Abstract

Potential conflict of interest: Nothing to report. Author names in bold designate shared co‐first authorship. To the Editor: We read with great interest the review by Wang and colleagues1 that comprehensively analyzed the similarity and discrepancy in the epidemiology and characteristics of liver diseases between China and Western countries. Several common liver diseases were discussed, such as viral hepatitis, alcoholic liver disease, nonalcoholic fatty liver diseases, liver cirrhosis, and hepatocellular carcinoma. Herein, we express additional concern about Budd‐Chiari syndrome (BCS) which is a vascular liver disease resulting in life‐threatening liver failure and portal hypertension–related complications.2 The sites of occlusion, clinical presentations, etiological distributions, and preferred treatment modalities of BCS may be different between Western and Chinese populations. First, the occlusion is often located at the hepatic veins in the West. By comparison, a combined occlusion of hepatic vein and inferior vena cava is the most frequent type of BCS in China. Second, most Western patients have a rapid disease course with progressive hepatic function impairment due to acute thrombosis within the hepatic veins. However, a majority of Chinese patients have a relatively long history of abdominal wall varices and lower limb edema due to chronic occlusion of the inferior vena cava.3 Third, approximately 80% of Western patients have at least one thrombotic risk factor,4 such as myeloproliferative neoplasms with or without JAK2 V617F mutation, factor V Leiden mutation, prothrombin G20210A mutation, and paroxysmal nocturnal hemoglobinuria. In contrast, these are less frequently observed in Chinese patients.5 Fourth, anticoagulation and transjugular intrahepatic portosystemic shunt are the mainstay treatment options for Western patients.
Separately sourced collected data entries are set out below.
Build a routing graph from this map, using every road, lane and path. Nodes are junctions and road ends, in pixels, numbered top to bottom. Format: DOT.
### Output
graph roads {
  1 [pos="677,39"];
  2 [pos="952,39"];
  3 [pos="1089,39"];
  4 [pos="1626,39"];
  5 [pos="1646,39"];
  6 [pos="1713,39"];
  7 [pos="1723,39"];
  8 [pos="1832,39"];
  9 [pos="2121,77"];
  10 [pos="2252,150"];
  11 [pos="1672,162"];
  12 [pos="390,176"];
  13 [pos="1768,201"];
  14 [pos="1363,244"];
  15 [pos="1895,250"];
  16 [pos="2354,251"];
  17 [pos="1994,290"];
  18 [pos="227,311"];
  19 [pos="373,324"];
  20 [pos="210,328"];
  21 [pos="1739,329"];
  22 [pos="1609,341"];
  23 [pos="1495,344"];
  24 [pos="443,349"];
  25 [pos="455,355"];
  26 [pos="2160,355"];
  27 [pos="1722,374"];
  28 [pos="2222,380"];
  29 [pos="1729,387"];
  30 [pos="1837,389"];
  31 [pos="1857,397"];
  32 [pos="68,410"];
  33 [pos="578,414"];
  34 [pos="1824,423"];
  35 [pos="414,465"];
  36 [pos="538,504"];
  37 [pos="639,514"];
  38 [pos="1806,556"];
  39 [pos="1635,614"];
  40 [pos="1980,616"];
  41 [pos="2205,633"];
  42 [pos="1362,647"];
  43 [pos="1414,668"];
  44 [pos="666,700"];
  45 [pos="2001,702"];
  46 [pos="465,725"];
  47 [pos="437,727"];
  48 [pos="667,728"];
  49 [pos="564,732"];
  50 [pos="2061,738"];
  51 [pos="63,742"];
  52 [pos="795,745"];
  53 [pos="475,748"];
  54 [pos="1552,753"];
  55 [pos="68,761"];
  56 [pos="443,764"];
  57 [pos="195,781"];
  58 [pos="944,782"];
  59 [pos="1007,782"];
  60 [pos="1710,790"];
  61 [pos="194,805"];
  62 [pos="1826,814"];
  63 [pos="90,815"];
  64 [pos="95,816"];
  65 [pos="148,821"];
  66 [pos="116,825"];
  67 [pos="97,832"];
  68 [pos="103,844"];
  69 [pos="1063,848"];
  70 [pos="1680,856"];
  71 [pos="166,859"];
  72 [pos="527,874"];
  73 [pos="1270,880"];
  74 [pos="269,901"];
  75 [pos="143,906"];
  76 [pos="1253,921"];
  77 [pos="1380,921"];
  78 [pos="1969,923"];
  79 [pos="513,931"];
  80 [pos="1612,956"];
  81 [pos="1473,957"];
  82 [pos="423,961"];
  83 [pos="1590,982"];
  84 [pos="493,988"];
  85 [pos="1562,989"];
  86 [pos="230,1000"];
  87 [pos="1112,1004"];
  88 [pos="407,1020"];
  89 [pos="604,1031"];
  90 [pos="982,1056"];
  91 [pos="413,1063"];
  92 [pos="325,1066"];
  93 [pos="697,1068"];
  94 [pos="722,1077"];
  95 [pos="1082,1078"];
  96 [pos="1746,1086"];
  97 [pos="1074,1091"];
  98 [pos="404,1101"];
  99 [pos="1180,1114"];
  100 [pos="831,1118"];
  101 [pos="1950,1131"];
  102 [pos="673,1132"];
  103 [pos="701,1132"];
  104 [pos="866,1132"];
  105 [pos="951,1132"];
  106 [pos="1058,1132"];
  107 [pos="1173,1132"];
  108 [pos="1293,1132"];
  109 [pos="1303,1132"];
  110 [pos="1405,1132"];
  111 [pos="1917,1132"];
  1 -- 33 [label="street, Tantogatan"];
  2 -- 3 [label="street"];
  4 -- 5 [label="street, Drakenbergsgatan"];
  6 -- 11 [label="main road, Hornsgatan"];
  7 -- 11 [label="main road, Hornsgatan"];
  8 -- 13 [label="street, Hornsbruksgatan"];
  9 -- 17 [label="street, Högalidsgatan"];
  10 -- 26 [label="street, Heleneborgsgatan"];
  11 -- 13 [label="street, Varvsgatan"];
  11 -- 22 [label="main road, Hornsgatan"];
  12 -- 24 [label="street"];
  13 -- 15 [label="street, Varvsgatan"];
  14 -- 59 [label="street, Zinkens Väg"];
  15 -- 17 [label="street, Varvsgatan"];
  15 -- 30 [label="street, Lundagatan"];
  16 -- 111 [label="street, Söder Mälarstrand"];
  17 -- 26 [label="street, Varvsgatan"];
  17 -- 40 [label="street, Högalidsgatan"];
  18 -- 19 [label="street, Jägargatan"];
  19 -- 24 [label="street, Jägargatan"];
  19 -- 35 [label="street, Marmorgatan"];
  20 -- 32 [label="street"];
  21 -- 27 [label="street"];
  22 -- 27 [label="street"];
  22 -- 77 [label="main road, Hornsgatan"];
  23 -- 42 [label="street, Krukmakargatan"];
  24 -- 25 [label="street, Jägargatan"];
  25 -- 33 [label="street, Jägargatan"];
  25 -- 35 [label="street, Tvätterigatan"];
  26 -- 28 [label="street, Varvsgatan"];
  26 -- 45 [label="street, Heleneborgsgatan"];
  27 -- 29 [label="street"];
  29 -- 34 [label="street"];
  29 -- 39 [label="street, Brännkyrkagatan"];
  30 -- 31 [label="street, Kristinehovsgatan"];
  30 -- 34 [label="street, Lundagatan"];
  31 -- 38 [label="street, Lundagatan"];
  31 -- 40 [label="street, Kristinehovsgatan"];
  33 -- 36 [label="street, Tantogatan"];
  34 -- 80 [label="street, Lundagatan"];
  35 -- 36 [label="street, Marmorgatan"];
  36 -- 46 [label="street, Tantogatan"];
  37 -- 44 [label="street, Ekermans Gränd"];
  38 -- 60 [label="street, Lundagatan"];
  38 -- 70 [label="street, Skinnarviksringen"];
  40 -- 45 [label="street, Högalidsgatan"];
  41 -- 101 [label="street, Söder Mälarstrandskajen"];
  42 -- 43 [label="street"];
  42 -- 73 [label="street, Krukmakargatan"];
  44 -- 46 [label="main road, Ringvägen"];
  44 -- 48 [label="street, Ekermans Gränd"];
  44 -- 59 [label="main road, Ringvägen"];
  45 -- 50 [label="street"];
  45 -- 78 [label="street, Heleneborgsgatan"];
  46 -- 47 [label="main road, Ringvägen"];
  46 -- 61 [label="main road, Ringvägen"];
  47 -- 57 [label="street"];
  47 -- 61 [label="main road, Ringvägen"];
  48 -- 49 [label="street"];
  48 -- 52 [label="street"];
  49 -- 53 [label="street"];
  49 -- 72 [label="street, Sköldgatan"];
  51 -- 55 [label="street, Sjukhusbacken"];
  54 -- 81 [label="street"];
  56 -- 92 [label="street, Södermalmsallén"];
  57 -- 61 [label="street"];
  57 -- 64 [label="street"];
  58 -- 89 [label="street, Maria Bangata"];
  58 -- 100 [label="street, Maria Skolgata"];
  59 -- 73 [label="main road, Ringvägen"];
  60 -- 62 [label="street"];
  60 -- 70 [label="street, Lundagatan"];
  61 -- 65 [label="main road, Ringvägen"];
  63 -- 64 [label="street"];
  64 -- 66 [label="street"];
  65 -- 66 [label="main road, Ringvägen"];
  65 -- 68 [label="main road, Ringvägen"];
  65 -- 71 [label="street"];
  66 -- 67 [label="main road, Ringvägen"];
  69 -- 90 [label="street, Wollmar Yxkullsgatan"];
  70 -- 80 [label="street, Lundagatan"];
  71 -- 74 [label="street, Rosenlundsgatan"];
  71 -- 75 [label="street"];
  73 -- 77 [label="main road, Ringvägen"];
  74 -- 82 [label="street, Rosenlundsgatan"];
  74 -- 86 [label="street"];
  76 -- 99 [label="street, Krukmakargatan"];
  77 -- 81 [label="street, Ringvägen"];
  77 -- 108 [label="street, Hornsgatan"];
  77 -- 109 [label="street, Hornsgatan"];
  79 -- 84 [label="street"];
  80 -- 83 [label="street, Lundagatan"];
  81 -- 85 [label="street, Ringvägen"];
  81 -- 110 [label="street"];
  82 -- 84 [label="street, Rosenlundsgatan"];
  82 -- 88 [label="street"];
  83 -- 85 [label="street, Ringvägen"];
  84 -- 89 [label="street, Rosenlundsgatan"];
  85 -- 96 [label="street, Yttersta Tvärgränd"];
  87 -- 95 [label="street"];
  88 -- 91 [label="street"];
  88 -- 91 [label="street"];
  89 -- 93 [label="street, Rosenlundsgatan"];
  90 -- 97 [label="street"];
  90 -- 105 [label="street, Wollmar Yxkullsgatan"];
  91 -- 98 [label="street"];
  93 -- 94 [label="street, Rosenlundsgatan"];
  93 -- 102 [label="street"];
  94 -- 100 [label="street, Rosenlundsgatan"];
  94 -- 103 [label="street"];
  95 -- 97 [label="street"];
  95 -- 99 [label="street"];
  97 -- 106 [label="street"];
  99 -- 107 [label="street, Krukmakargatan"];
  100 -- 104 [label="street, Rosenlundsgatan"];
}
On the contrary, our recent survey of 23,352 Chinese BCS patients suggests that percutaneous recanalization is the most common treatment modality.7 This is because percutaneous recanalization alone can achieve an excellent long‐term patency and survival in most Chinese BCS patients. Collectively, the difference in the characteristics of BCS between the West and China should be clearly recognized by Chinese hepatologists.